Work to complete:
Using the material below, repeat exactly the lines from the one with "ring tip: (363, 368)" through the one with "thumb mcp: (384, 329)", ends included, without any images.

Data provided:
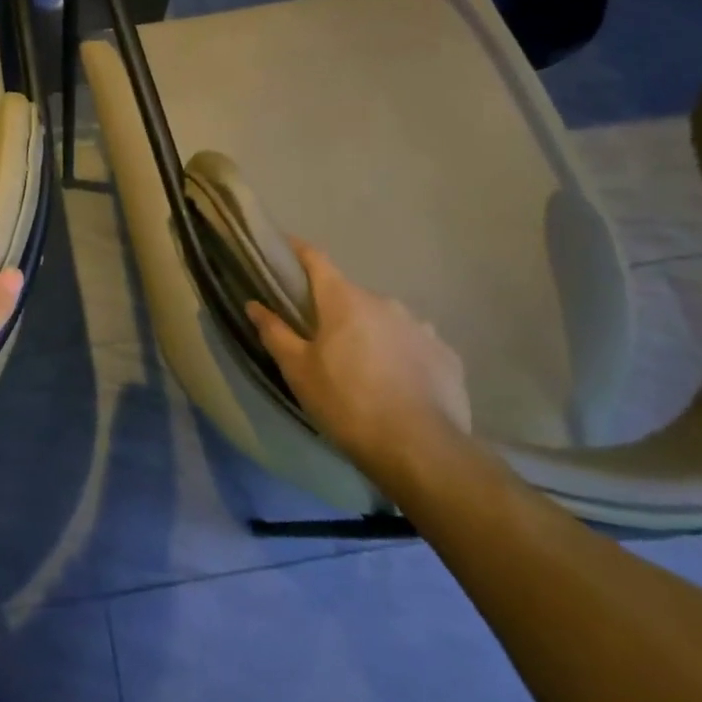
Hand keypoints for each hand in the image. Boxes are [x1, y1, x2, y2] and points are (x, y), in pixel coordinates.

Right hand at [246, 241, 469, 476]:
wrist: (420, 450)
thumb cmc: (347, 404)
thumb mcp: (298, 371)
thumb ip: (275, 332)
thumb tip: (254, 304)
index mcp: (344, 300)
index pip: (316, 259)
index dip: (297, 252)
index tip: (283, 250)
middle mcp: (385, 302)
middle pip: (350, 295)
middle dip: (334, 309)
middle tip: (320, 338)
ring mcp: (421, 326)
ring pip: (384, 320)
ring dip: (370, 333)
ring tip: (363, 368)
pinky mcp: (446, 355)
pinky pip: (414, 345)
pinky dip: (401, 355)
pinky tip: (398, 385)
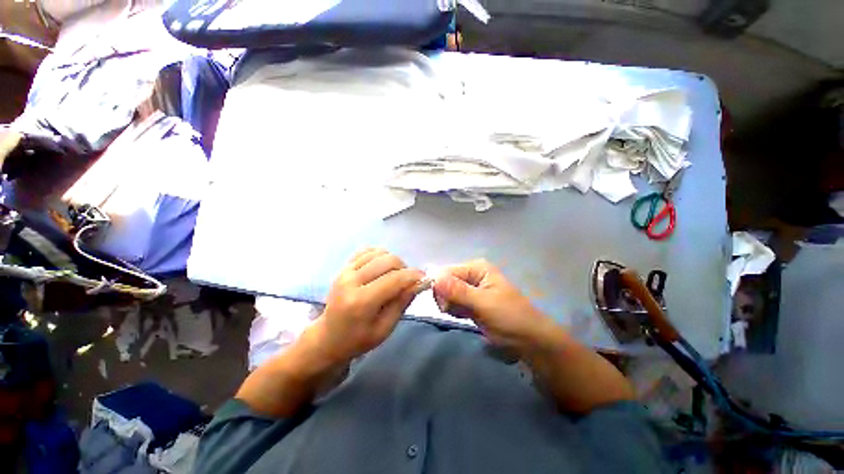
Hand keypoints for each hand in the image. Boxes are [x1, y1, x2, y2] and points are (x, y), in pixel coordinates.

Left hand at [311, 248, 423, 363]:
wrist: (328, 337)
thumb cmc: (358, 339)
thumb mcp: (384, 329)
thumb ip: (401, 303)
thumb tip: (418, 283)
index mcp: (361, 302)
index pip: (395, 279)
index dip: (413, 276)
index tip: (424, 278)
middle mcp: (352, 281)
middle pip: (388, 260)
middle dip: (405, 268)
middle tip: (407, 281)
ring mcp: (345, 271)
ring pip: (379, 252)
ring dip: (393, 261)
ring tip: (394, 275)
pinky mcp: (343, 267)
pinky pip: (367, 250)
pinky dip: (379, 255)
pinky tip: (381, 268)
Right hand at [433, 260, 559, 352]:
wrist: (530, 342)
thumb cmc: (510, 319)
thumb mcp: (484, 304)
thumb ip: (459, 291)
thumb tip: (434, 278)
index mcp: (476, 268)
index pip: (445, 272)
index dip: (440, 287)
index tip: (445, 305)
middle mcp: (471, 274)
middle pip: (444, 282)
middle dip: (446, 297)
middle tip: (457, 310)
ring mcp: (470, 288)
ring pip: (446, 293)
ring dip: (450, 305)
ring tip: (464, 314)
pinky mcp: (470, 301)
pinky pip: (452, 302)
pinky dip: (454, 310)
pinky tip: (464, 316)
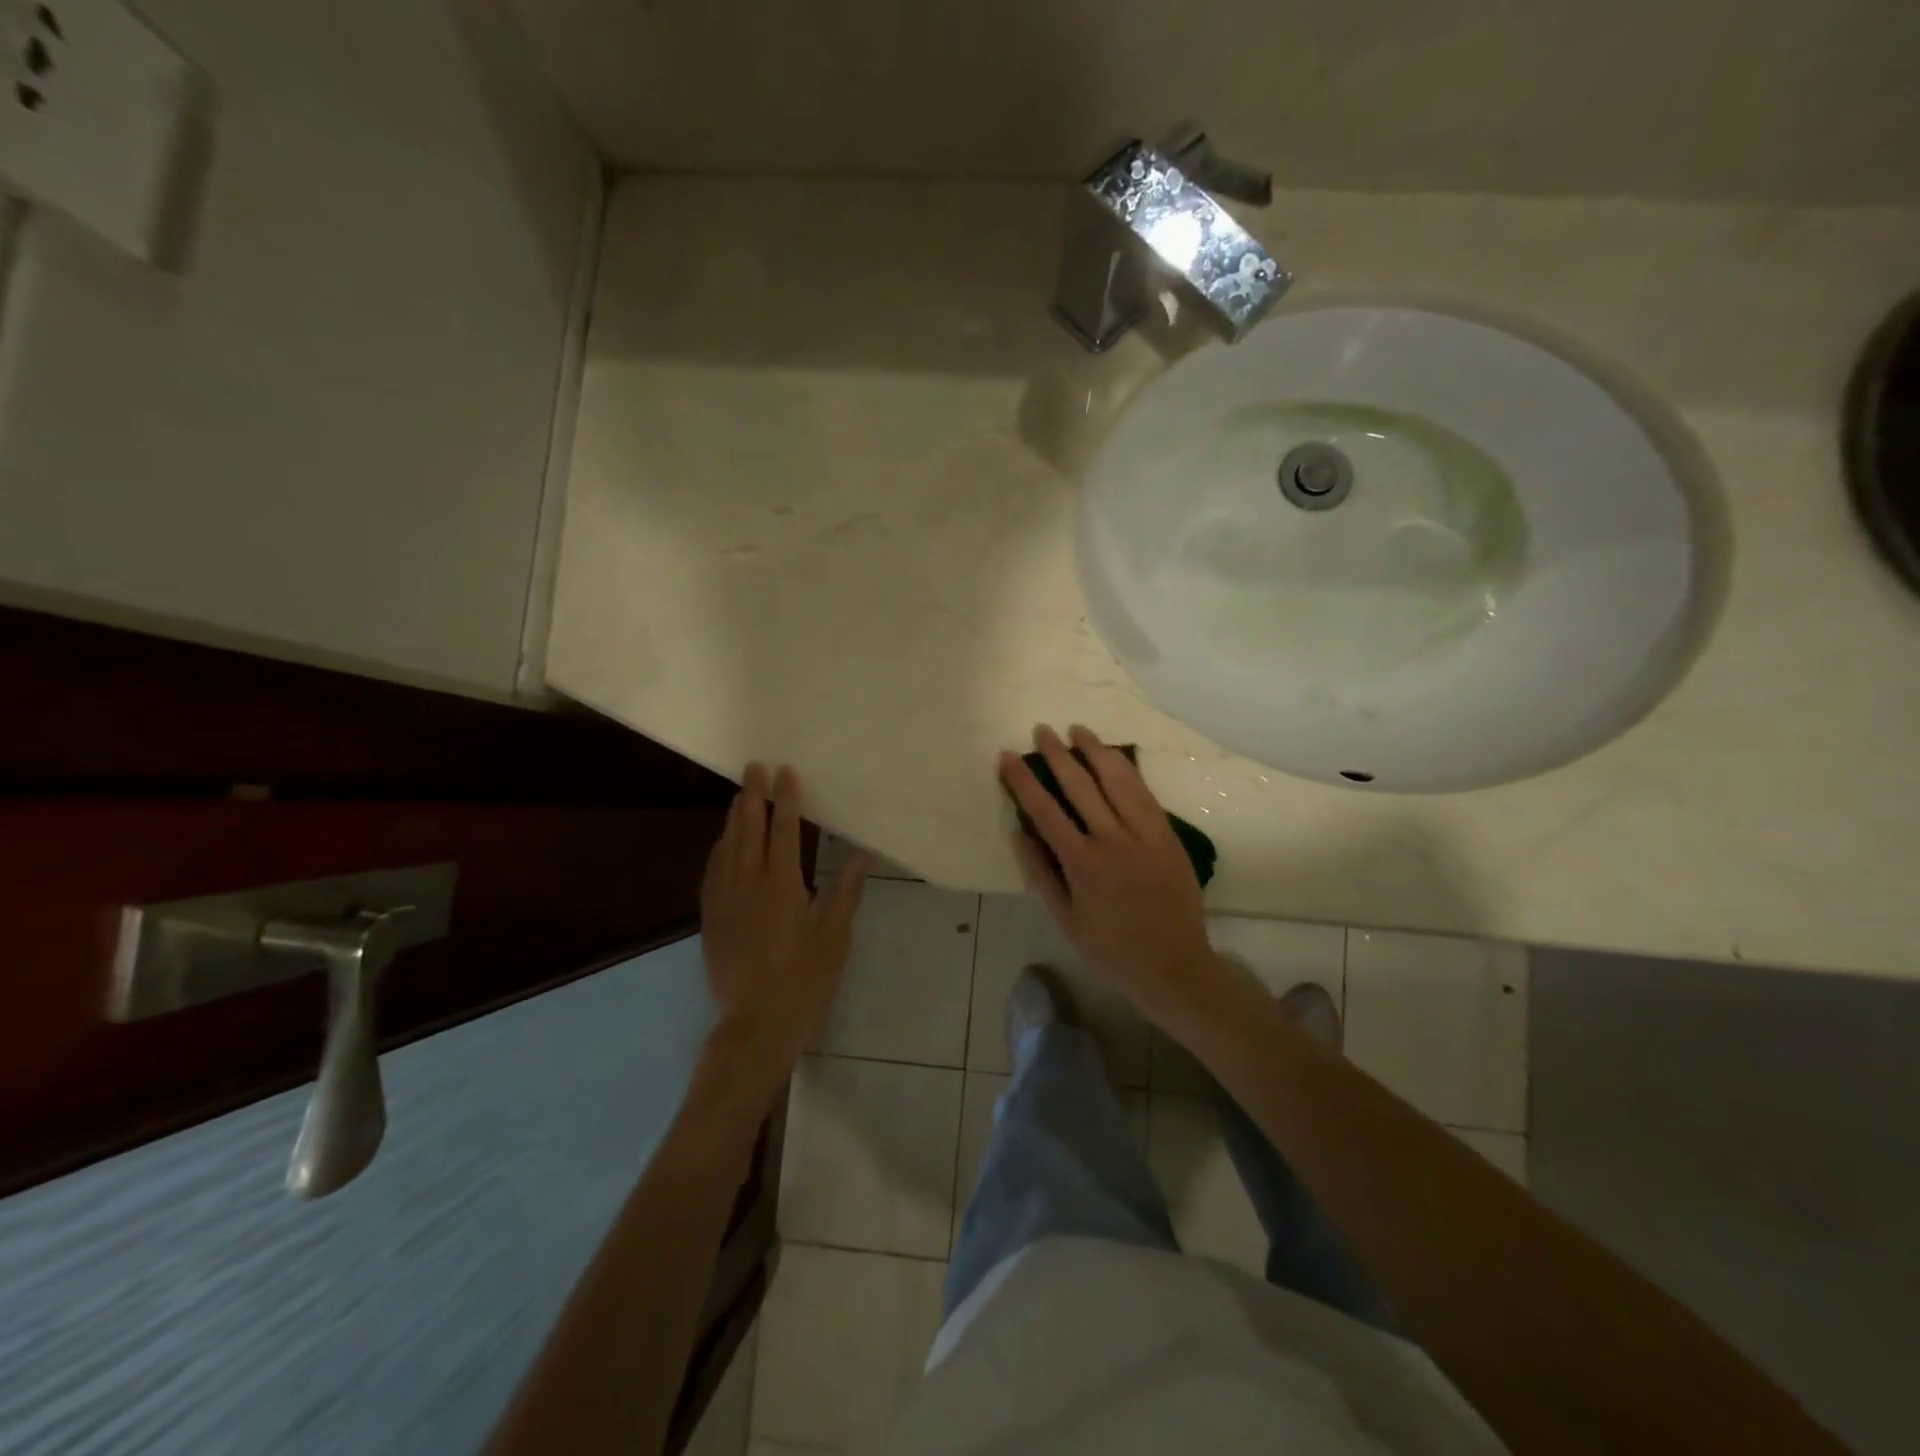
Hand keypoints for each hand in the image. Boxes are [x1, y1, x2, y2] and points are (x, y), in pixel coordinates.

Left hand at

Response to the exercise:
ring tip: (363, 368)
pinky mcp: (446, 355)
pinky pip: (414, 345)
pinky dip: (401, 355)
pinky tip: (398, 385)
Hand keypoints for each hand in the image. Boxes are [x1, y1, x2, y2] and points are (x, y), in pixel coordinates.

Left hand at [311, 248, 423, 363]:
wrist: (328, 337)
thumb cmc: (358, 339)
thumb mcp: (384, 329)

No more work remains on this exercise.